* _Exercise_: Please reproduce the following records exactly as they appear.

* _Supplied data_:

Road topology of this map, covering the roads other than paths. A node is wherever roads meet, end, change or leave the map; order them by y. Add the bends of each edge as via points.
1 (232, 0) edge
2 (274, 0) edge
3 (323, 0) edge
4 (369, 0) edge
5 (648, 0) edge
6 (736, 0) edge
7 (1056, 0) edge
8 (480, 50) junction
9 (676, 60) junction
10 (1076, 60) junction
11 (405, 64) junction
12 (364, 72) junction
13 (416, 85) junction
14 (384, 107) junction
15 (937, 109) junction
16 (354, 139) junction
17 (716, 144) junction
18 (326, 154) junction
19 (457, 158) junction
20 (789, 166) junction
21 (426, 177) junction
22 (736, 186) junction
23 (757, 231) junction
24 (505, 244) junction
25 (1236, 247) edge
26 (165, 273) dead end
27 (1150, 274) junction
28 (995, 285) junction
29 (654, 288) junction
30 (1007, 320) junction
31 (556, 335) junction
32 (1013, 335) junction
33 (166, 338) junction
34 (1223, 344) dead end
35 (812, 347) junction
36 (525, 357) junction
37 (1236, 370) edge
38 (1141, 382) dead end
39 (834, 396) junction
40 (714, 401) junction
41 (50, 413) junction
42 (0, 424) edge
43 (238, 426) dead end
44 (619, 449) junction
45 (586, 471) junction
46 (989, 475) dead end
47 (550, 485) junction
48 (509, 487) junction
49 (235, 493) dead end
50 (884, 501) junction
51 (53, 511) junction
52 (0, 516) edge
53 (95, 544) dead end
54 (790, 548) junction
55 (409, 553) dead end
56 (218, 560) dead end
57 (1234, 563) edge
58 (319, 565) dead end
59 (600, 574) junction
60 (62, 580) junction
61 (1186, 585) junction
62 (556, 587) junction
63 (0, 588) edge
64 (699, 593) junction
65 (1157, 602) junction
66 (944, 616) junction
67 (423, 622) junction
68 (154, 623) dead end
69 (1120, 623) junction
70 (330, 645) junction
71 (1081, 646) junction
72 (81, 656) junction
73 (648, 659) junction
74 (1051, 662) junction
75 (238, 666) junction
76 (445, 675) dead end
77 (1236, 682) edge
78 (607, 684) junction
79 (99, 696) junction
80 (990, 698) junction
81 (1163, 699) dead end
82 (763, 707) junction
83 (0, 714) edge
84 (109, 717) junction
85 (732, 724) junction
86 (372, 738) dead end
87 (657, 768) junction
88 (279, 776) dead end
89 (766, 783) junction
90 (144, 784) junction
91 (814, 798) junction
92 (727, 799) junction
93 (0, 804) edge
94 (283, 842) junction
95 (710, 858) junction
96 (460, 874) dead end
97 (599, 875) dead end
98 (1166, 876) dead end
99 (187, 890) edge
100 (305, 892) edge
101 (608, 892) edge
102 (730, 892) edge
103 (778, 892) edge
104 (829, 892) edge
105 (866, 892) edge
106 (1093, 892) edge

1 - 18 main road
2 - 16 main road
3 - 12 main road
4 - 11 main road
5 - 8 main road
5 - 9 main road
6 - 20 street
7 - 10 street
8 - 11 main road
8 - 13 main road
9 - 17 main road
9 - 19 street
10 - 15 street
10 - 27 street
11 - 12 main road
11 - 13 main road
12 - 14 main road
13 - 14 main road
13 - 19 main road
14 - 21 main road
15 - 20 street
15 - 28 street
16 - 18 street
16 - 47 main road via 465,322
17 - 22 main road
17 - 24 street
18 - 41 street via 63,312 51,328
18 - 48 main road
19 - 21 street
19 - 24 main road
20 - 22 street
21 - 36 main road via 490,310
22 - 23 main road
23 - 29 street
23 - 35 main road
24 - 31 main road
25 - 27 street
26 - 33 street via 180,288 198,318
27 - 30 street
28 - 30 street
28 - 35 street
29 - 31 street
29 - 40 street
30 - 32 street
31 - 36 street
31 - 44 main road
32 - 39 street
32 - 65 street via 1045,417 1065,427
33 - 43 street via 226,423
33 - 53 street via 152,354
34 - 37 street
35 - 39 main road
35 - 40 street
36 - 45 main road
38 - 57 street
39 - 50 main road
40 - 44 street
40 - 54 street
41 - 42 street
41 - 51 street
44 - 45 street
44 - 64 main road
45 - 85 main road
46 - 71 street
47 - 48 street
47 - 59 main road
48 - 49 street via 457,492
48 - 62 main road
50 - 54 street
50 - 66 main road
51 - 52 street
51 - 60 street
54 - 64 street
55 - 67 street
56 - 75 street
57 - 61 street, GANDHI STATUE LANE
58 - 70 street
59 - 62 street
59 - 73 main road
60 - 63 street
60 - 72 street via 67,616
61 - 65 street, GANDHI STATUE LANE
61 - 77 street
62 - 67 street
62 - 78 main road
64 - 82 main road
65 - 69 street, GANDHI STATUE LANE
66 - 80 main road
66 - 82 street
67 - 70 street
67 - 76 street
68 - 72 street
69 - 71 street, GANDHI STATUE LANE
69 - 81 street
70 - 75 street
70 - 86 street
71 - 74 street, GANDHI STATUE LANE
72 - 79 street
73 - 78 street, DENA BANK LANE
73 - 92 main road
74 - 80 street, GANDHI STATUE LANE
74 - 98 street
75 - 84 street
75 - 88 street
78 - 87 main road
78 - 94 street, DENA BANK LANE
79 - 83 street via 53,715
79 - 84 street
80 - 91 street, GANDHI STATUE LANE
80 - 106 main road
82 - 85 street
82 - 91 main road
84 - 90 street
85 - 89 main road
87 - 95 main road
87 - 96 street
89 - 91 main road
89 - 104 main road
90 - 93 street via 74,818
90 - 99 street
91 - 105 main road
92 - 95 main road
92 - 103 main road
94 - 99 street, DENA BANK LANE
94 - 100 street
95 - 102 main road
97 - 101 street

* _Reply_:
Road topology of this map, covering the roads other than paths. A node is wherever roads meet, end, change or leave the map; order them by y. Add the bends of each edge as via points.
1 (232, 0) edge
2 (274, 0) edge
3 (323, 0) edge
4 (369, 0) edge
5 (648, 0) edge
6 (736, 0) edge
7 (1056, 0) edge
8 (480, 50) junction
9 (676, 60) junction
10 (1076, 60) junction
11 (405, 64) junction
12 (364, 72) junction
13 (416, 85) junction
14 (384, 107) junction
15 (937, 109) junction
16 (354, 139) junction
17 (716, 144) junction
18 (326, 154) junction
19 (457, 158) junction
20 (789, 166) junction
21 (426, 177) junction
22 (736, 186) junction
23 (757, 231) junction
24 (505, 244) junction
25 (1236, 247) edge
26 (165, 273) dead end
27 (1150, 274) junction
28 (995, 285) junction
29 (654, 288) junction
30 (1007, 320) junction
31 (556, 335) junction
32 (1013, 335) junction
33 (166, 338) junction
34 (1223, 344) dead end
35 (812, 347) junction
36 (525, 357) junction
37 (1236, 370) edge
38 (1141, 382) dead end
39 (834, 396) junction
40 (714, 401) junction
41 (50, 413) junction
42 (0, 424) edge
43 (238, 426) dead end
44 (619, 449) junction
45 (586, 471) junction
46 (989, 475) dead end
47 (550, 485) junction
48 (509, 487) junction
49 (235, 493) dead end
50 (884, 501) junction
51 (53, 511) junction
52 (0, 516) edge
53 (95, 544) dead end
54 (790, 548) junction
55 (409, 553) dead end
56 (218, 560) dead end
57 (1234, 563) edge
58 (319, 565) dead end
59 (600, 574) junction
60 (62, 580) junction
61 (1186, 585) junction
62 (556, 587) junction
63 (0, 588) edge
64 (699, 593) junction
65 (1157, 602) junction
66 (944, 616) junction
67 (423, 622) junction
68 (154, 623) dead end
69 (1120, 623) junction
70 (330, 645) junction
71 (1081, 646) junction
72 (81, 656) junction
73 (648, 659) junction
74 (1051, 662) junction
75 (238, 666) junction
76 (445, 675) dead end
77 (1236, 682) edge
78 (607, 684) junction
79 (99, 696) junction
80 (990, 698) junction
81 (1163, 699) dead end
82 (763, 707) junction
83 (0, 714) edge
84 (109, 717) junction
85 (732, 724) junction
86 (372, 738) dead end
87 (657, 768) junction
88 (279, 776) dead end
89 (766, 783) junction
90 (144, 784) junction
91 (814, 798) junction
92 (727, 799) junction
93 (0, 804) edge
94 (283, 842) junction
95 (710, 858) junction
96 (460, 874) dead end
97 (599, 875) dead end
98 (1166, 876) dead end
99 (187, 890) edge
100 (305, 892) edge
101 (608, 892) edge
102 (730, 892) edge
103 (778, 892) edge
104 (829, 892) edge
105 (866, 892) edge
106 (1093, 892) edge

1 - 18 main road
2 - 16 main road
3 - 12 main road
4 - 11 main road
5 - 8 main road
5 - 9 main road
6 - 20 street
7 - 10 street
8 - 11 main road
8 - 13 main road
9 - 17 main road
9 - 19 street
10 - 15 street
10 - 27 street
11 - 12 main road
11 - 13 main road
12 - 14 main road
13 - 14 main road
13 - 19 main road
14 - 21 main road
15 - 20 street
15 - 28 street
16 - 18 street
16 - 47 main road via 465,322
17 - 22 main road
17 - 24 street
18 - 41 street via 63,312 51,328
18 - 48 main road
19 - 21 street
19 - 24 main road
20 - 22 street
21 - 36 main road via 490,310
22 - 23 main road
23 - 29 street
23 - 35 main road
24 - 31 main road
25 - 27 street
26 - 33 street via 180,288 198,318
27 - 30 street
28 - 30 street
28 - 35 street
29 - 31 street
29 - 40 street
30 - 32 street
31 - 36 street
31 - 44 main road
32 - 39 street
32 - 65 street via 1045,417 1065,427
33 - 43 street via 226,423
33 - 53 street via 152,354
34 - 37 street
35 - 39 main road
35 - 40 street
36 - 45 main road
38 - 57 street
39 - 50 main road
40 - 44 street
40 - 54 street
41 - 42 street
41 - 51 street
44 - 45 street
44 - 64 main road
45 - 85 main road
46 - 71 street
47 - 48 street
47 - 59 main road
48 - 49 street via 457,492
48 - 62 main road
50 - 54 street
50 - 66 main road
51 - 52 street
51 - 60 street
54 - 64 street
55 - 67 street
56 - 75 street
57 - 61 street, GANDHI STATUE LANE
58 - 70 street
59 - 62 street
59 - 73 main road
60 - 63 street
60 - 72 street via 67,616
61 - 65 street, GANDHI STATUE LANE
61 - 77 street
62 - 67 street
62 - 78 main road
64 - 82 main road
65 - 69 street, GANDHI STATUE LANE
66 - 80 main road
66 - 82 street
67 - 70 street
67 - 76 street
68 - 72 street
69 - 71 street, GANDHI STATUE LANE
69 - 81 street
70 - 75 street
70 - 86 street
71 - 74 street, GANDHI STATUE LANE
72 - 79 street
73 - 78 street, DENA BANK LANE
73 - 92 main road
74 - 80 street, GANDHI STATUE LANE
74 - 98 street
75 - 84 street
75 - 88 street
78 - 87 main road
78 - 94 street, DENA BANK LANE
79 - 83 street via 53,715
79 - 84 street
80 - 91 street, GANDHI STATUE LANE
80 - 106 main road
82 - 85 street
82 - 91 main road
84 - 90 street
85 - 89 main road
87 - 95 main road
87 - 96 street
89 - 91 main road
89 - 104 main road
90 - 93 street via 74,818
90 - 99 street
91 - 105 main road
92 - 95 main road
92 - 103 main road
94 - 99 street, DENA BANK LANE
94 - 100 street
95 - 102 main road
97 - 101 street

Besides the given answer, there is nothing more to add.